# Problem to work on:
The reply should consist of every entry, repeated exactly.

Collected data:
—————

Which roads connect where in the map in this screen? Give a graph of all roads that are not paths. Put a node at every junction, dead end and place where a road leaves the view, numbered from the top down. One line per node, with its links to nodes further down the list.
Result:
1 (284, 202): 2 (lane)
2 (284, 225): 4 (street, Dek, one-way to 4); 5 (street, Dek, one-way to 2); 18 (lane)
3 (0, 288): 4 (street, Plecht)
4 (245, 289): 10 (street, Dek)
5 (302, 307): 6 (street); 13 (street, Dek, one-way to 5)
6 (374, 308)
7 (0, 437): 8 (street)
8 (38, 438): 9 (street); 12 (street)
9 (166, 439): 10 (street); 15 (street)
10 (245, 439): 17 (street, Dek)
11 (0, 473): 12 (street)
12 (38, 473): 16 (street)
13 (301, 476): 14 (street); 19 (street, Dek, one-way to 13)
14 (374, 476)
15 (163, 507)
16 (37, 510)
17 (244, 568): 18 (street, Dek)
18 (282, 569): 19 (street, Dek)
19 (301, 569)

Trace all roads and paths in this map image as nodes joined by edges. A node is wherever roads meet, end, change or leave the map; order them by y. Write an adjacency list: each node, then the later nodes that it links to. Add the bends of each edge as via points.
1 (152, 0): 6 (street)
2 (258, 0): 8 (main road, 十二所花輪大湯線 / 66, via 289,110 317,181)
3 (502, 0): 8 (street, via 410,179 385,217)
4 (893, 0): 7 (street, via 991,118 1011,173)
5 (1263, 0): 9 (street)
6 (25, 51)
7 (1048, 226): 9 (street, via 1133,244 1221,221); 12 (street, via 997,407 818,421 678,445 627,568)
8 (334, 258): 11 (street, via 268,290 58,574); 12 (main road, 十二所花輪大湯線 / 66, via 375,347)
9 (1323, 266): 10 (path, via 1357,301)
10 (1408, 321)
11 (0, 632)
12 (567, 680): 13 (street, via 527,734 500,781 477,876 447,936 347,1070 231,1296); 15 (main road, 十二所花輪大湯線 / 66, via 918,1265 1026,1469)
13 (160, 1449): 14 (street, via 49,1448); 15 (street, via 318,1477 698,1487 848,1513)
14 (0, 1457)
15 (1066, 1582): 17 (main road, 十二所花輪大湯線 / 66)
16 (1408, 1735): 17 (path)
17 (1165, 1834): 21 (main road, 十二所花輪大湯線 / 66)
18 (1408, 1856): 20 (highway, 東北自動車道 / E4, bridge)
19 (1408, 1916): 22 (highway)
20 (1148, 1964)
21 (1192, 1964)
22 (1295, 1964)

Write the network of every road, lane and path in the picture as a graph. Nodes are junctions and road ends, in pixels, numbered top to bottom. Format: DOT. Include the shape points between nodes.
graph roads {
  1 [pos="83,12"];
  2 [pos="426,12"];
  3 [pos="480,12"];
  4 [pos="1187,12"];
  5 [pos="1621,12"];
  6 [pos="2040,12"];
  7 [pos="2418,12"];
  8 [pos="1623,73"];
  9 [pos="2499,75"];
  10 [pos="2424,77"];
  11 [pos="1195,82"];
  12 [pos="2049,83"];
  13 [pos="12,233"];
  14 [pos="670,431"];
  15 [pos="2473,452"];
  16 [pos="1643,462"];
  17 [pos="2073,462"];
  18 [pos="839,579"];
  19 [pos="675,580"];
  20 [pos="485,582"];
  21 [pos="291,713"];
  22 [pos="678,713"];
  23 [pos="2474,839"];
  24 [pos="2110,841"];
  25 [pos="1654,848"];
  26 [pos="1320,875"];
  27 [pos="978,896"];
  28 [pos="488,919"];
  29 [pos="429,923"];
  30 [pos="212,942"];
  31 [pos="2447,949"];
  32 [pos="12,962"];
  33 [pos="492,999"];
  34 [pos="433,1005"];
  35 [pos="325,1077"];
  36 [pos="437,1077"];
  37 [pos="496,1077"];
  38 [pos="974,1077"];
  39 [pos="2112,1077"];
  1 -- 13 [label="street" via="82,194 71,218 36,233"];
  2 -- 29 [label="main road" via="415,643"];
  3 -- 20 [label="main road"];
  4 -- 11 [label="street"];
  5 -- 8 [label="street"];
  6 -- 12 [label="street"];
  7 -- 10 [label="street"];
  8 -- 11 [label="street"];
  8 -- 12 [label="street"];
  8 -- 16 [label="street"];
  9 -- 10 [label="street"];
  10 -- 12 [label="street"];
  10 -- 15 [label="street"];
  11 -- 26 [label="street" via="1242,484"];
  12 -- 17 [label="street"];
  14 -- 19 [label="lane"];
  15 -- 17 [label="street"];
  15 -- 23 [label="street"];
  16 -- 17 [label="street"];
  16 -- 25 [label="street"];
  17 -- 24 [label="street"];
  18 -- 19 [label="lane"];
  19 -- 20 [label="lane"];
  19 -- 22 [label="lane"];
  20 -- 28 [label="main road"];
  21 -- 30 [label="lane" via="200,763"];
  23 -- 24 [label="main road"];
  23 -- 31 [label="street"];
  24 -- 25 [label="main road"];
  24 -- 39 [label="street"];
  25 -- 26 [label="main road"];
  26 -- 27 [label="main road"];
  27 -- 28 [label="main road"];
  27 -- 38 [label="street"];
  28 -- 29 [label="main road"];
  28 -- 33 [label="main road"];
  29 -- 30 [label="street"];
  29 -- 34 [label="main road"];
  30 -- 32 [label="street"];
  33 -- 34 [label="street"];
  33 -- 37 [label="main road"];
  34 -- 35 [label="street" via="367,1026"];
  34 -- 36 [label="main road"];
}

—————

# Answer space:
Which roads connect where in the map in this screen? Give a graph of all roads that are not paths. Put a node at every junction, dead end and place where a road leaves the view, numbered from the top down. One line per node, with its links to nodes further down the list.
Result:
1 (284, 202): 2 (lane)
2 (284, 225): 4 (street, Dek, one-way to 4); 5 (street, Dek, one-way to 2); 18 (lane)
3 (0, 288): 4 (street, Plecht)
4 (245, 289): 10 (street, Dek)
5 (302, 307): 6 (street); 13 (street, Dek, one-way to 5)
6 (374, 308)
7 (0, 437): 8 (street)
8 (38, 438): 9 (street); 12 (street)
9 (166, 439): 10 (street); 15 (street)
10 (245, 439): 17 (street, Dek)
11 (0, 473): 12 (street)
12 (38, 473): 16 (street)
13 (301, 476): 14 (street); 19 (street, Dek, one-way to 13)
14 (374, 476)
15 (163, 507)
16 (37, 510)
17 (244, 568): 18 (street, Dek)
18 (282, 569): 19 (street, Dek)
19 (301, 569)

Trace all roads and paths in this map image as nodes joined by edges. A node is wherever roads meet, end, change or leave the map; order them by y. Write an adjacency list: each node, then the later nodes that it links to. Add the bends of each edge as via points.
1 (152, 0): 6 (street)
2 (258, 0): 8 (main road, 十二所花輪大湯線 / 66, via 289,110 317,181)
3 (502, 0): 8 (street, via 410,179 385,217)
4 (893, 0): 7 (street, via 991,118 1011,173)
5 (1263, 0): 9 (street)
6 (25, 51)
7 (1048, 226): 9 (street, via 1133,244 1221,221); 12 (street, via 997,407 818,421 678,445 627,568)
8 (334, 258): 11 (street, via 268,290 58,574); 12 (main road, 十二所花輪大湯線 / 66, via 375,347)
9 (1323, 266): 10 (path, via 1357,301)
10 (1408, 321)
11 (0, 632)
12 (567, 680): 13 (street, via 527,734 500,781 477,876 447,936 347,1070 231,1296); 15 (main road, 十二所花輪大湯線 / 66, via 918,1265 1026,1469)
13 (160, 1449): 14 (street, via 49,1448); 15 (street, via 318,1477 698,1487 848,1513)
14 (0, 1457)
15 (1066, 1582): 17 (main road, 十二所花輪大湯線 / 66)
16 (1408, 1735): 17 (path)
17 (1165, 1834): 21 (main road, 十二所花輪大湯線 / 66)
18 (1408, 1856): 20 (highway, 東北自動車道 / E4, bridge)
19 (1408, 1916): 22 (highway)
20 (1148, 1964)
21 (1192, 1964)
22 (1295, 1964)

Write the network of every road, lane and path in the picture as a graph. Nodes are junctions and road ends, in pixels, numbered top to bottom. Format: DOT. Include the shape points between nodes.
graph roads {
  1 [pos="83,12"];
  2 [pos="426,12"];
  3 [pos="480,12"];
  4 [pos="1187,12"];
  5 [pos="1621,12"];
  6 [pos="2040,12"];
  7 [pos="2418,12"];
  8 [pos="1623,73"];
  9 [pos="2499,75"];
  10 [pos="2424,77"];
  11 [pos="1195,82"];
  12 [pos="2049,83"];
  13 [pos="12,233"];
  14 [pos="670,431"];
  15 [pos="2473,452"];
  16 [pos="1643,462"];
  17 [pos="2073,462"];
  18 [pos="839,579"];
  19 [pos="675,580"];
  20 [pos="485,582"];
  21 [pos="291,713"];
  22 [pos="678,713"];
  23 [pos="2474,839"];
  24 [pos="2110,841"];
  25 [pos="1654,848"];
  26 [pos="1320,875"];
  27 [pos="978,896"];
  28 [pos="488,919"];
  29 [pos="429,923"];
  30 [pos="212,942"];
  31 [pos="2447,949"];
  32 [pos="12,962"];
  33 [pos="492,999"];
  34 [pos="433,1005"];
  35 [pos="325,1077"];
  36 [pos="437,1077"];
  37 [pos="496,1077"];
  38 [pos="974,1077"];
  39 [pos="2112,1077"];
  1 -- 13 [label="street" via="82,194 71,218 36,233"];
  2 -- 29 [label="main road" via="415,643"];
  3 -- 20 [label="main road"];
  4 -- 11 [label="street"];
  5 -- 8 [label="street"];
  6 -- 12 [label="street"];
  7 -- 10 [label="street"];
  8 -- 11 [label="street"];
  8 -- 12 [label="street"];
  8 -- 16 [label="street"];
  9 -- 10 [label="street"];
  10 -- 12 [label="street"];
  10 -- 15 [label="street"];
  11 -- 26 [label="street" via="1242,484"];
  12 -- 17 [label="street"];
  14 -- 19 [label="lane"];
  15 -- 17 [label="street"];
  15 -- 23 [label="street"];
  16 -- 17 [label="street"];
  16 -- 25 [label="street"];
  17 -- 24 [label="street"];
  18 -- 19 [label="lane"];
  19 -- 20 [label="lane"];
  19 -- 22 [label="lane"];
  20 -- 28 [label="main road"];
  21 -- 30 [label="lane" via="200,763"];
  23 -- 24 [label="main road"];
  23 -- 31 [label="street"];
  24 -- 25 [label="main road"];
  24 -- 39 [label="street"];
  25 -- 26 [label="main road"];
  26 -- 27 [label="main road"];
  27 -- 28 [label="main road"];
  27 -- 38 [label="street"];
  28 -- 29 [label="main road"];
  28 -- 33 [label="main road"];
  29 -- 30 [label="street"];
  29 -- 34 [label="main road"];
  30 -- 32 [label="street"];
  33 -- 34 [label="street"];
  33 -- 37 [label="main road"];
  34 -- 35 [label="street" via="367,1026"];
  34 -- 36 [label="main road"];
}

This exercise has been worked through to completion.